Frequencies were examined to determine the percentage of women surveyed who (1) believed that eating a healthy diet and engaging in regular physical activity could help prevent cancer, (2) reported actually eating a healthy diet and engaging in regular physical activity to prevent cancer, and (3) reported behaviors compliant with current minimum cancer prevention guidelines regarding fruit and vegetable consumption and physical activity (i.e., eating at least two servings of fruits and three servings of vegetables daily and getting at least 150 minutes of moderate to vigorous physical activity weekly). Potential demographic differences based on fruit and vegetable consumption and self-reported physical activity were assessed using Chi-square analyses and t-tests for categorical and continuous variables, respectively. Next, Chi-square analyses and t-tests were performed to evaluate potential discrepancies between perceptions of regularly eating a healthy diet and engaging in physical activity to help prevent cancer and meeting the current minimum levels of those behaviors recommended by the American Cancer Society for cancer prevention.
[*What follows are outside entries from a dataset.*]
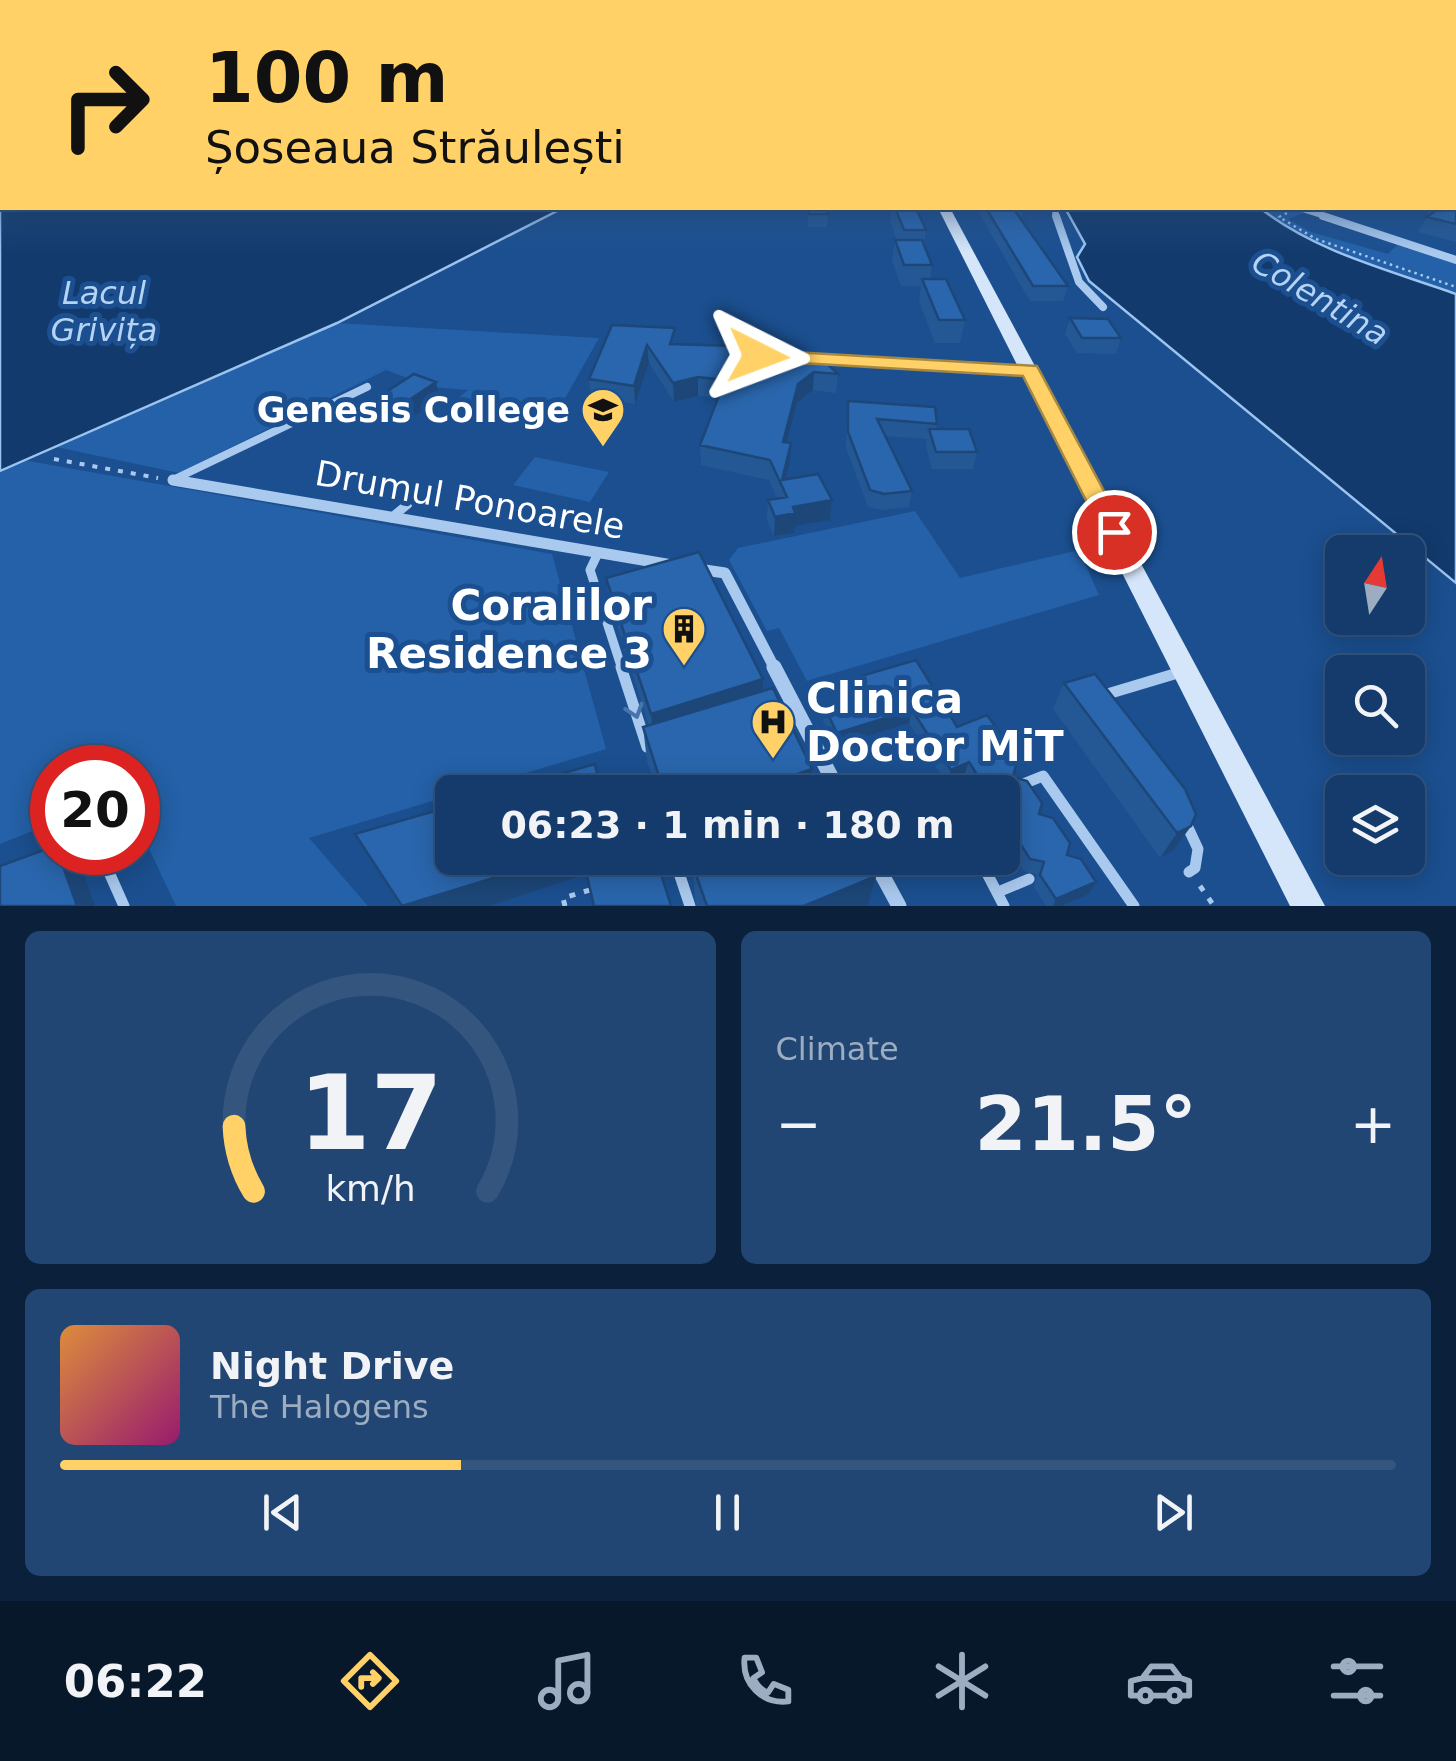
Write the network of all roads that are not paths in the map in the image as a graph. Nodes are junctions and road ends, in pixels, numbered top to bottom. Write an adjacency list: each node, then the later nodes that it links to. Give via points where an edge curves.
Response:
1 (945, 210): 7 (street)
2 (1055, 210): 5 (street, via 1074,272)
3 (1306, 210): 4 (street)
4 (1456, 260)
5 (1102, 308)
6 (800, 358): 7 (lane)
7 (1030, 370): 13 (street)
8 (367, 387): 9 (lane, Drumul Ponoarele)
9 (173, 480): 11 (street, Drumul Ponoarele)
10 (408, 504): 11 (lane)
11 (391, 518): 12 (street, Drumul Ponoarele)
12 (598, 552): 14 (street, Drumul Ponoarele, via 725,573); 17 (lane, one-way to 17, via 590,570 648,752)
13 (1186, 671): 16 (lane, via 1105,693 1099,702); 37 (street)
14 (794, 705): 15 (lane); 18 (street, Drumul Ponoarele)
15 (775, 710)
16 (1103, 712)
17 (666, 746)
18 (830, 775)
19 (1020, 785): 20 (lane, via 1043,776)
20 (1069, 813): 22 (lane); 23 (lane)
21 (1180, 814): 25 (lane, via 1198,849 1196,868)
22 (1055, 818)
23 (1096, 852): 24 (lane); 32 (lane)
24 (1082, 858)
25 (1189, 872)
26 (110, 875): 33 (lane)
27 (680, 875): 34 (lane)
28 (882, 875): 35 (street)
29 (988, 875): 31 (lane)
30 (1029, 879): 31 (lane)
31 (998, 892): 36 (lane)
32 (1130, 905)
33 (124, 906)
34 (690, 906)
35 (899, 906)
36 (1004, 906)
37 (1308, 906)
Univariate logistic regression analyses were performed to examine predictors of discrepancies between (1) perceptions of eating a healthy diet to prevent cancer and meeting the minimum recommendation for fruit and vegetable consumption, and (2) perceptions of engaging in regular physical activity to prevent cancer and meeting the minimum recommendation for physical activity. Discrepancies were defined as significant differences, assessed via Chi-square tests, between self-reported consumption of a healthy diet and regular physical activity to help prevent cancer, and actually meeting the minimum recommendations for fruit and vegetable consumption and physical activity. In the logistic regression analyses, the presence of a discrepancy for each participant was coded as 1, and the absence of a discrepancy for each participant was coded as 0. Predictors examined included demographic variables (i.e., age, race/ethnicity, years of education, household income, marital status), and perceived general health. Finally, predictors that were significant in the univariate models were evaluated in multivariate logistic regression models. All multivariate analyses controlled for or included age, race/ethnicity, education, income, and marital status. Race/ethnicity was dichotomized as white versus non-white, and marital status was dichotomized into married/living with partner versus not married/living with partner. All other demographic variables were continuous. Analyses were conducted using IBM SPSS version 19.